■ **Source material**:

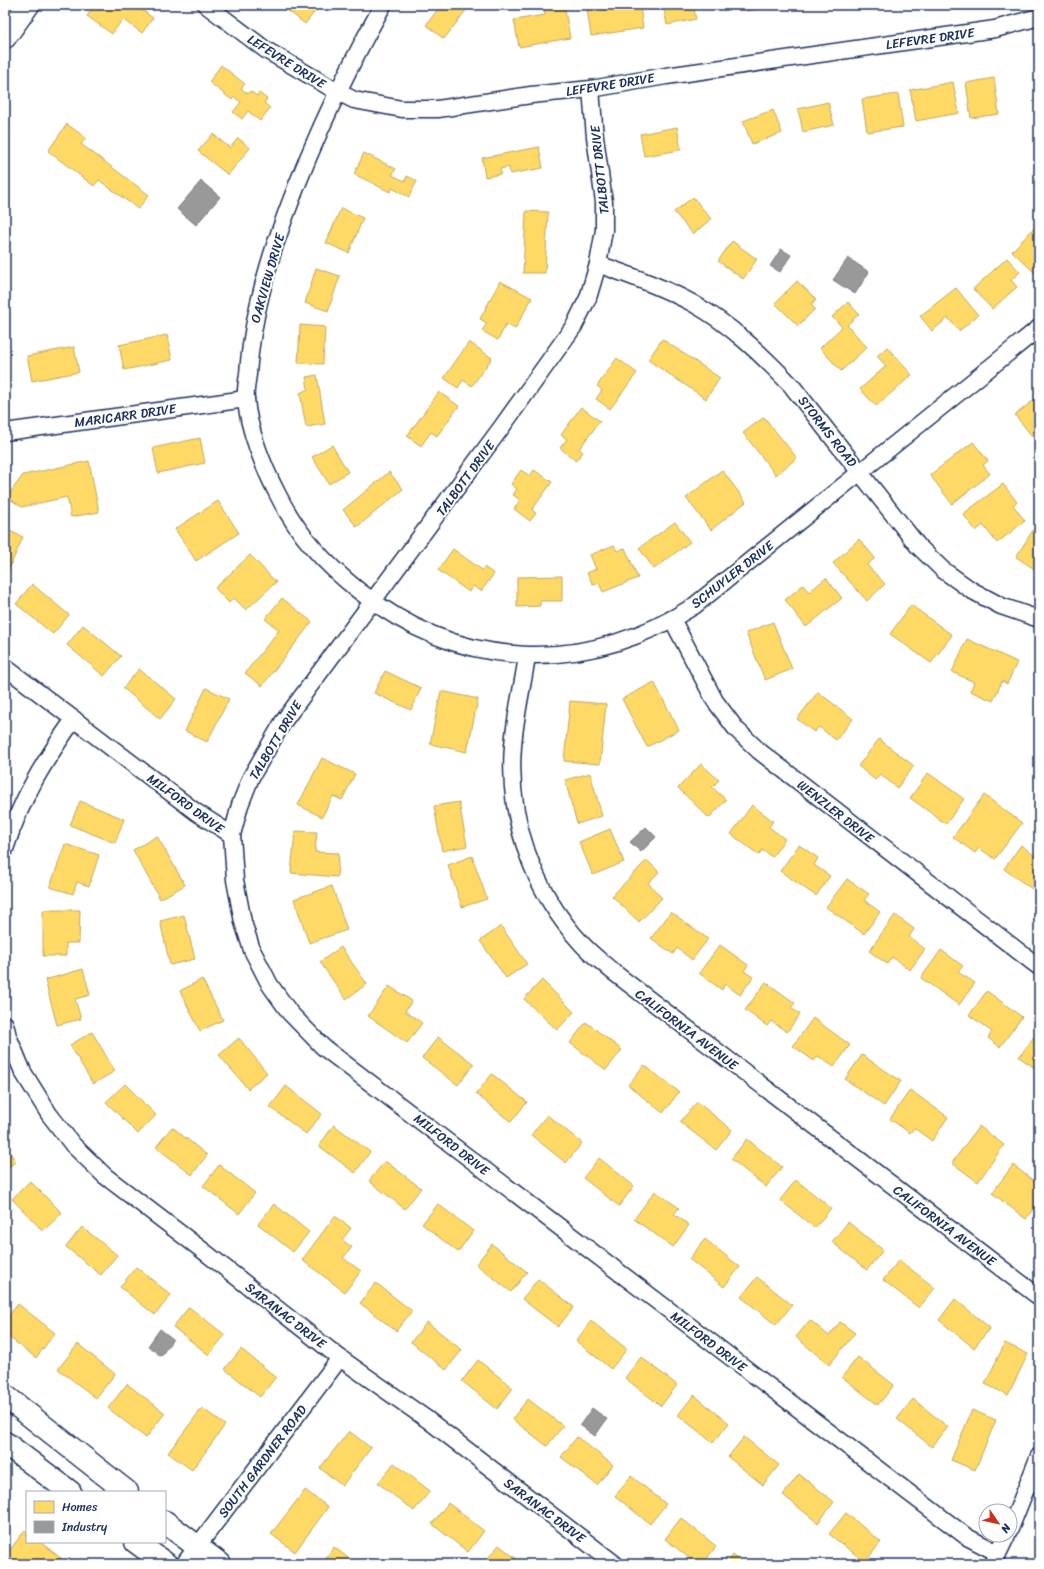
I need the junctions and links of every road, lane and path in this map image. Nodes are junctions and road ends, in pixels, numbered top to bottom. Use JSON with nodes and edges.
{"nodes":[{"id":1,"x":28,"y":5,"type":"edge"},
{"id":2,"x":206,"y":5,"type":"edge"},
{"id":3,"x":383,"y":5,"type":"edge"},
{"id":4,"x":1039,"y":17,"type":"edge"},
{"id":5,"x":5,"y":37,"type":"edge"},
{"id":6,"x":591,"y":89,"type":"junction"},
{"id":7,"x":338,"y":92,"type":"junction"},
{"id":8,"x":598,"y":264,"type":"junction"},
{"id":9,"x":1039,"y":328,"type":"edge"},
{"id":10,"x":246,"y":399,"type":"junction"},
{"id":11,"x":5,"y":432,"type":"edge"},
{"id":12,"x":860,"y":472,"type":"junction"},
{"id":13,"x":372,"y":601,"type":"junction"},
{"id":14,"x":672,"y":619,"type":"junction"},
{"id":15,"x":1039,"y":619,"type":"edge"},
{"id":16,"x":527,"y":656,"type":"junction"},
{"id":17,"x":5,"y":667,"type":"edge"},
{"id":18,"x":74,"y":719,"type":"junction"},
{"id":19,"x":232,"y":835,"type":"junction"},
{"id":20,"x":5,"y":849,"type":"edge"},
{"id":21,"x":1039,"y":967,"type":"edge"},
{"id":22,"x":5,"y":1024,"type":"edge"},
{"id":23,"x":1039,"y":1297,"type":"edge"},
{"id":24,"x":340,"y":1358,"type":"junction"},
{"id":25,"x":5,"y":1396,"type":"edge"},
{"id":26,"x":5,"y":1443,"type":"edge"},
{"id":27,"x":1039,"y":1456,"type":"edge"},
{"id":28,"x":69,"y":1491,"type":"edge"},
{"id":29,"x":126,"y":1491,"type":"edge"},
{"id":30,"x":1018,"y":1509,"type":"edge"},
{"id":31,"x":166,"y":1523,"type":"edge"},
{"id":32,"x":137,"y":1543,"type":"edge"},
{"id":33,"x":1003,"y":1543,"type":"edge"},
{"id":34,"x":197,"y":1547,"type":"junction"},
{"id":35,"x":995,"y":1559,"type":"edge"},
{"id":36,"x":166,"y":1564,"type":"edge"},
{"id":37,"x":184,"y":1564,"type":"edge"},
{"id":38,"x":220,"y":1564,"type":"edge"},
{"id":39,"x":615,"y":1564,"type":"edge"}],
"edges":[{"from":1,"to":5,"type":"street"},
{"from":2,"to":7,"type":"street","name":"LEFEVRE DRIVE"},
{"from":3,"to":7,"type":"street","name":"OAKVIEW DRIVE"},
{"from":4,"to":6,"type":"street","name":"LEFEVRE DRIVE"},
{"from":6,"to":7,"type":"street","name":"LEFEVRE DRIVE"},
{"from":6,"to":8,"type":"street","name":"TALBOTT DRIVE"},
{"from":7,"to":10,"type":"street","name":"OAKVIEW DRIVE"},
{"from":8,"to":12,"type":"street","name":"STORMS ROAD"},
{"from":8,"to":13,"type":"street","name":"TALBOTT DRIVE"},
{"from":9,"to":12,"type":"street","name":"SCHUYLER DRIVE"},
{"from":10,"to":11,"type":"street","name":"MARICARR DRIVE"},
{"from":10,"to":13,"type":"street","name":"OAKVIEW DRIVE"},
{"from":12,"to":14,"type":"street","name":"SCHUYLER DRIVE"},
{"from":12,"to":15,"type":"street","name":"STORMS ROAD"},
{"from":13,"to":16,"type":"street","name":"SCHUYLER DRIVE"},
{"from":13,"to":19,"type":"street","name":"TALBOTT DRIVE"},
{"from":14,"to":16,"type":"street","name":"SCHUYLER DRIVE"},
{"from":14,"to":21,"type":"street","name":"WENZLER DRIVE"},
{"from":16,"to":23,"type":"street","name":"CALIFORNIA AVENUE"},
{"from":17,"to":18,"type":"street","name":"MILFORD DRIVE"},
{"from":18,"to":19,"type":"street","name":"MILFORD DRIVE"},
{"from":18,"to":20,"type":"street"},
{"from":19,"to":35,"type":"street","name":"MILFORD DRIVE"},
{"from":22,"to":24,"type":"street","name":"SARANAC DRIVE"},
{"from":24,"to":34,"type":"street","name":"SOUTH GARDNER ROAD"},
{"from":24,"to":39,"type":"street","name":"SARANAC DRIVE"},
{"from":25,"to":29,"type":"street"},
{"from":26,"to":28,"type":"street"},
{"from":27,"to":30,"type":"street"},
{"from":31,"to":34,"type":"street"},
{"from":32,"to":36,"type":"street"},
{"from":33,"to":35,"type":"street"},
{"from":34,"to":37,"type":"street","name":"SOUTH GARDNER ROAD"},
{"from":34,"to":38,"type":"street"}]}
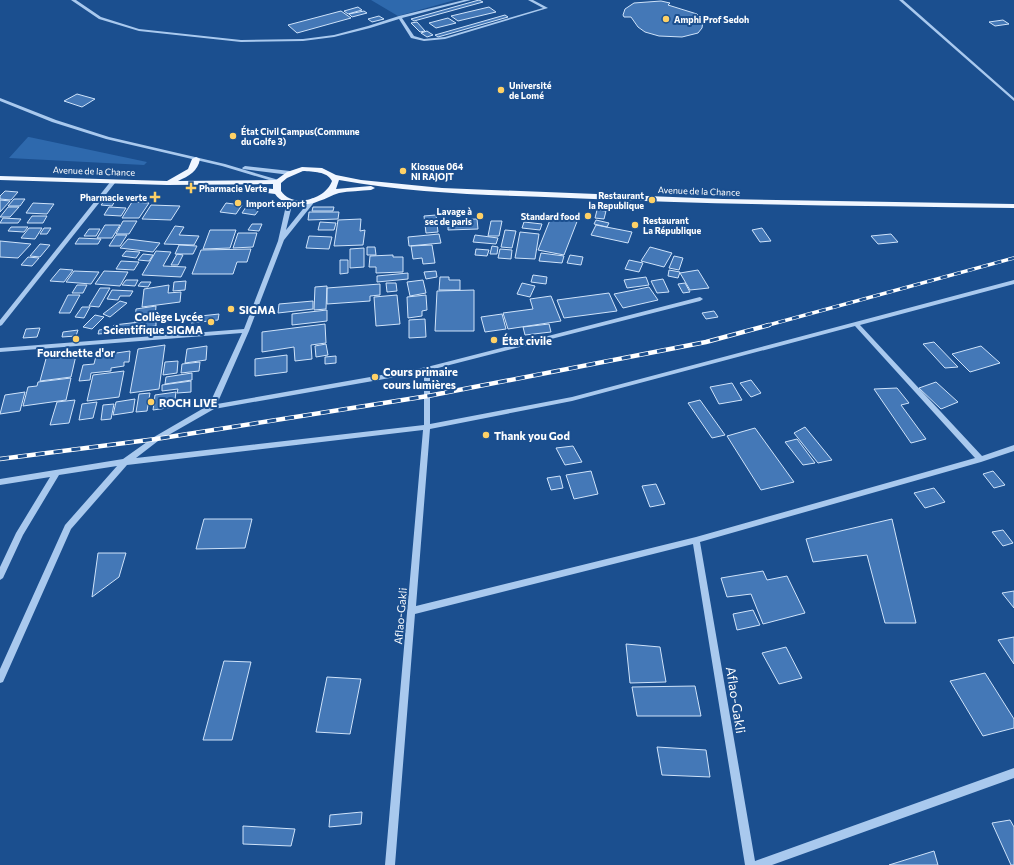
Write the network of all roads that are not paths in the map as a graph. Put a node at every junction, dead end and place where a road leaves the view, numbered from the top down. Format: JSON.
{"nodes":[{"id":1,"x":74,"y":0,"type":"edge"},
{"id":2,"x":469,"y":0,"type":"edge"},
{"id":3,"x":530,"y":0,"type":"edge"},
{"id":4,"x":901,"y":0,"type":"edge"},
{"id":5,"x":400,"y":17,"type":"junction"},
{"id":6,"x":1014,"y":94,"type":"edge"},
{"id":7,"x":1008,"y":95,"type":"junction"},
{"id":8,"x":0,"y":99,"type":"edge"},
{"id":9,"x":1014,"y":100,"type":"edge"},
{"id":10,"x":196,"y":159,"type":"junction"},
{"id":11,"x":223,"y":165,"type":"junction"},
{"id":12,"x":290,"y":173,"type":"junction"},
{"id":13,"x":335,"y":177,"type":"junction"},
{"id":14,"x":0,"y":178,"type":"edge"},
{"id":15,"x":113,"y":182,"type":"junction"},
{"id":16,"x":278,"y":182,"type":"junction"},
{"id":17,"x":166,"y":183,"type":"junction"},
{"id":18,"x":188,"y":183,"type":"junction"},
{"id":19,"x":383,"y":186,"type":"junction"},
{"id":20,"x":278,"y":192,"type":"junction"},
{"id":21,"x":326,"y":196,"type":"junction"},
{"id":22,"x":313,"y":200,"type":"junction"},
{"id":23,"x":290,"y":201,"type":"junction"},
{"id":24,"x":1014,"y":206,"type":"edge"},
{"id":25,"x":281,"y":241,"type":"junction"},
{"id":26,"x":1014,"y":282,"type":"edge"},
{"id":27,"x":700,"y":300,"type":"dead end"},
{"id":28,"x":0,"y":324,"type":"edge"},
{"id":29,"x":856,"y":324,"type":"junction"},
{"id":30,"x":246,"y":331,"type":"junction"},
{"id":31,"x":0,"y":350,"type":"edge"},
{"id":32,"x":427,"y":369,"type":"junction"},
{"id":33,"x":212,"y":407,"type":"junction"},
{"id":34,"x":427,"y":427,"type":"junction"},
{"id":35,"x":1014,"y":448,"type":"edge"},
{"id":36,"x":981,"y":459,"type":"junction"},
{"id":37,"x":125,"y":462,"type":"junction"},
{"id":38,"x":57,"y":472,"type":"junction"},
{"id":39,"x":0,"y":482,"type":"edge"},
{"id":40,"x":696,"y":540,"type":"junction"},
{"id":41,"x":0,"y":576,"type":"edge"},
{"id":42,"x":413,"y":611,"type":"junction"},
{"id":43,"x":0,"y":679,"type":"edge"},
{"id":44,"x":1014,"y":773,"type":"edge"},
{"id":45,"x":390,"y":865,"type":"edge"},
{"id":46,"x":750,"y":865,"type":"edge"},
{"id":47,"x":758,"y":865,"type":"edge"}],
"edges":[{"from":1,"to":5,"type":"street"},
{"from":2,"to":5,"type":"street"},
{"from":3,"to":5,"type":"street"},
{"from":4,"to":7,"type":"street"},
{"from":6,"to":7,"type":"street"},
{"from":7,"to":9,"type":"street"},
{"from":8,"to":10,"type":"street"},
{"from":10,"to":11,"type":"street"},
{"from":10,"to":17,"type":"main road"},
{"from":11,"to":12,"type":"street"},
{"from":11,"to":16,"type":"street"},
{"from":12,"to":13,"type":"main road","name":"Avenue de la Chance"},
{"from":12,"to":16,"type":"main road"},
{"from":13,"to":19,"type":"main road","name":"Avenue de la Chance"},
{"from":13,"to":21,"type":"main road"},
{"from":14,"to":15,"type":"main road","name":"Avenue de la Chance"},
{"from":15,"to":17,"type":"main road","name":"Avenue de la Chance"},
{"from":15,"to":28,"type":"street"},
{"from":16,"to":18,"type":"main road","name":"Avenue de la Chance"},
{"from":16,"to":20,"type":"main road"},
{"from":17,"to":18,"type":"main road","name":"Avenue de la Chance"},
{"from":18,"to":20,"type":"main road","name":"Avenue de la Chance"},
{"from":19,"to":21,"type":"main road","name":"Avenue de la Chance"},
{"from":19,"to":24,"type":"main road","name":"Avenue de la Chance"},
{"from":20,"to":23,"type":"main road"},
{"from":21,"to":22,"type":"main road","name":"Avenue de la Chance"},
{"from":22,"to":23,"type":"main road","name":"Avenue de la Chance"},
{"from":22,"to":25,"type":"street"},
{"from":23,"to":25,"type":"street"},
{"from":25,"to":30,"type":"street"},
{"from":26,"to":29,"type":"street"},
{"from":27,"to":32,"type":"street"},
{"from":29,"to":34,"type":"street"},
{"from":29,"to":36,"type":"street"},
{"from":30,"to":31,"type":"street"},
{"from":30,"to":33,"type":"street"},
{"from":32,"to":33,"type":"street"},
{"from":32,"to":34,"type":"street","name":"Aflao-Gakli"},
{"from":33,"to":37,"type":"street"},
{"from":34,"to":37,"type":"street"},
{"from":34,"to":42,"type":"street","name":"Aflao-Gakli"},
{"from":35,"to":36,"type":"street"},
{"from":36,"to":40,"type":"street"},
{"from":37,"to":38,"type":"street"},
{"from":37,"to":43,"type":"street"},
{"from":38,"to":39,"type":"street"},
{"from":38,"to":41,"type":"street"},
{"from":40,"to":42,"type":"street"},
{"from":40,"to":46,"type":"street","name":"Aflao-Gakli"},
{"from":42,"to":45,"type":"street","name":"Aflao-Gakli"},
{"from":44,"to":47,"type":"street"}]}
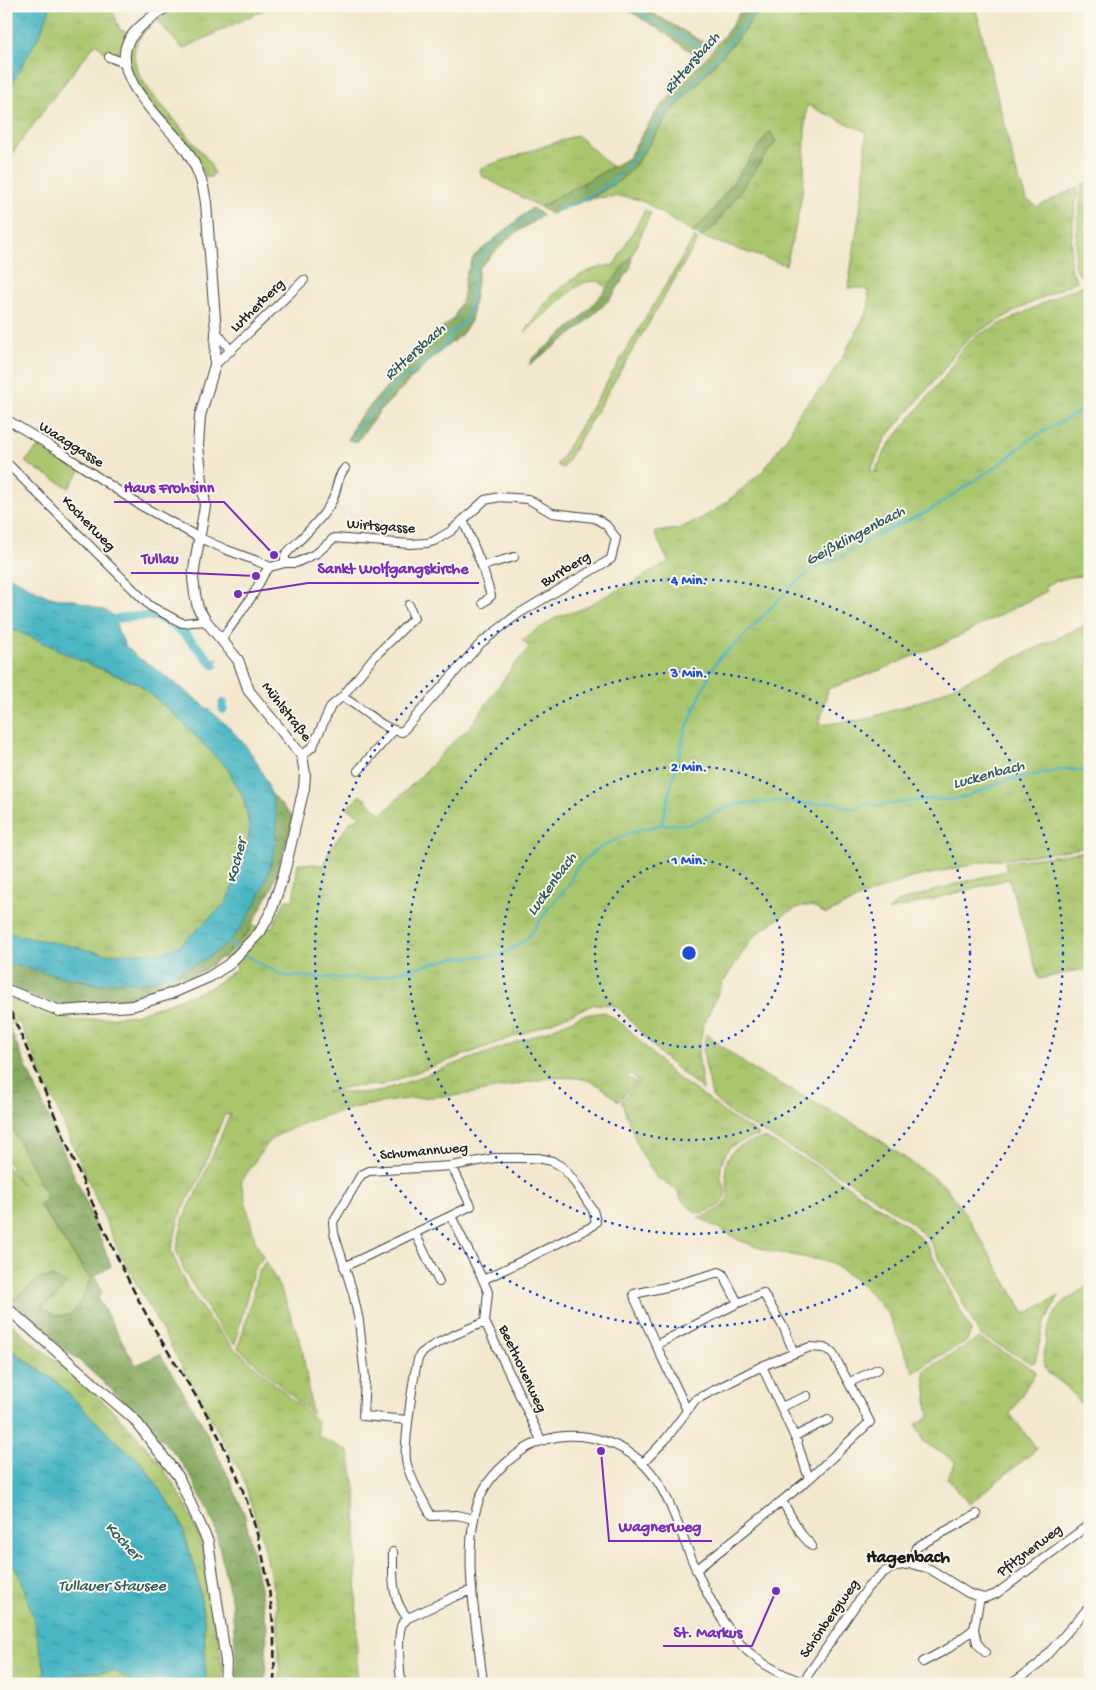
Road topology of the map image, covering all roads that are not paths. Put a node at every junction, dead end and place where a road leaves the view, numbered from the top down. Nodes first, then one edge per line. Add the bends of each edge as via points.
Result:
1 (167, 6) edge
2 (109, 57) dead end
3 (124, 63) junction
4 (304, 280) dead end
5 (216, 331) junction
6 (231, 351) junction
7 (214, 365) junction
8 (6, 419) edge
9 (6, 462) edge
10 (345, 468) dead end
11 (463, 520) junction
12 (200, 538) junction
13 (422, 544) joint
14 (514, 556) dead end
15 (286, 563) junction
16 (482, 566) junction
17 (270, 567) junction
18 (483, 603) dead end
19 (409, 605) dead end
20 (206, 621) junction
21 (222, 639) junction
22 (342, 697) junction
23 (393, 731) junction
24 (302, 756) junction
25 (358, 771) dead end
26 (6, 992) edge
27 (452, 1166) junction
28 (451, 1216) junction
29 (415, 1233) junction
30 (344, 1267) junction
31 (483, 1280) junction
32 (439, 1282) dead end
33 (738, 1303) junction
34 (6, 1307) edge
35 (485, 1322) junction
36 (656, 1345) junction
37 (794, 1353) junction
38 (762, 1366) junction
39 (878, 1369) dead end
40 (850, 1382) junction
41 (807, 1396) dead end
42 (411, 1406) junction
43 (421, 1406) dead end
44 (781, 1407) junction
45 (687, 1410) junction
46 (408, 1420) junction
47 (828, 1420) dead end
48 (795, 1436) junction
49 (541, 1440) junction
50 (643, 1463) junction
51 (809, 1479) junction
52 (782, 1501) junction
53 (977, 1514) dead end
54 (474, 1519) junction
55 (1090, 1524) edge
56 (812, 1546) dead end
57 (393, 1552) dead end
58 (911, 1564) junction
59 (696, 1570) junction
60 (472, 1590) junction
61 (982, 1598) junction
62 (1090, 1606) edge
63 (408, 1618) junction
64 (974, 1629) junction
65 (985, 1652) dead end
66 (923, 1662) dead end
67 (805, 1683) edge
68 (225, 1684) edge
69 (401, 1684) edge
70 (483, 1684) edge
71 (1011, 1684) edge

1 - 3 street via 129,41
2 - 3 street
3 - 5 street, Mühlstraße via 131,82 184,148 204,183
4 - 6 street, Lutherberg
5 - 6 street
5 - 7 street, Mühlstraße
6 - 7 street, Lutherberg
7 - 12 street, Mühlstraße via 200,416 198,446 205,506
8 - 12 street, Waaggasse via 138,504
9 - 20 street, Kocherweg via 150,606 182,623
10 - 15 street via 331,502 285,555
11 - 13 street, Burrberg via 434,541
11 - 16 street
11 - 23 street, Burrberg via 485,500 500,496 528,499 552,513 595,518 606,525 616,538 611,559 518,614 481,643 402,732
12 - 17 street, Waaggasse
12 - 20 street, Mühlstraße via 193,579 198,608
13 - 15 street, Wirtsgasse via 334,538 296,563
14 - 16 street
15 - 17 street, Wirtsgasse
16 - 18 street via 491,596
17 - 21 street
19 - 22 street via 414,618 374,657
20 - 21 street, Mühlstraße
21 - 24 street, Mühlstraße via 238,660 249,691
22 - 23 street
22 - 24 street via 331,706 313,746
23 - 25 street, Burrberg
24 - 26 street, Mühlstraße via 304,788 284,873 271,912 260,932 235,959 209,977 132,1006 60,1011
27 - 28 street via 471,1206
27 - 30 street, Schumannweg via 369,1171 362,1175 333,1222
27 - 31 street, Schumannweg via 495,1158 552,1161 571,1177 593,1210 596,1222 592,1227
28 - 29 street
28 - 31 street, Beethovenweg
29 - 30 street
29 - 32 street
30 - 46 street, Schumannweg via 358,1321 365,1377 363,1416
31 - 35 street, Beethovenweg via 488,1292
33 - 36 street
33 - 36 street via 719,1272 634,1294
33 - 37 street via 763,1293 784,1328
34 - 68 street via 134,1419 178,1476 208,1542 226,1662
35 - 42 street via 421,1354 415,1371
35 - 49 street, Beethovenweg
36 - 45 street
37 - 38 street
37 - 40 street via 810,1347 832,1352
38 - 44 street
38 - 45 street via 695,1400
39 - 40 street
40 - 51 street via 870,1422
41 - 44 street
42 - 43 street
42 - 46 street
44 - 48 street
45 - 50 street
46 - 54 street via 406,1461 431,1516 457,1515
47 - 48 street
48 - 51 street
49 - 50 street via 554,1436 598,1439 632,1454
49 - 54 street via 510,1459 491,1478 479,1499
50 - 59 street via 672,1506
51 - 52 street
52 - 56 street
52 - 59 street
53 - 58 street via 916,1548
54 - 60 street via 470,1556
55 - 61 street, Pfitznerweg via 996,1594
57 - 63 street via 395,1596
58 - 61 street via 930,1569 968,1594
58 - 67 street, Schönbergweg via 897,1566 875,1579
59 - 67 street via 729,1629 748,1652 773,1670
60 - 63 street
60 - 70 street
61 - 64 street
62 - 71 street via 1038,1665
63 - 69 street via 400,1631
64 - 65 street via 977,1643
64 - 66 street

■ **Exercise brief**: Report back every line of the entries in which "Aflao" occurs.

■ **Answer to the exercise**:
{"from":32,"to":34,"type":"street","name":"Aflao-Gakli"},
{"from":34,"to":42,"type":"street","name":"Aflao-Gakli"},
{"from":40,"to":46,"type":"street","name":"Aflao-Gakli"},
{"from":42,"to":45,"type":"street","name":"Aflao-Gakli"},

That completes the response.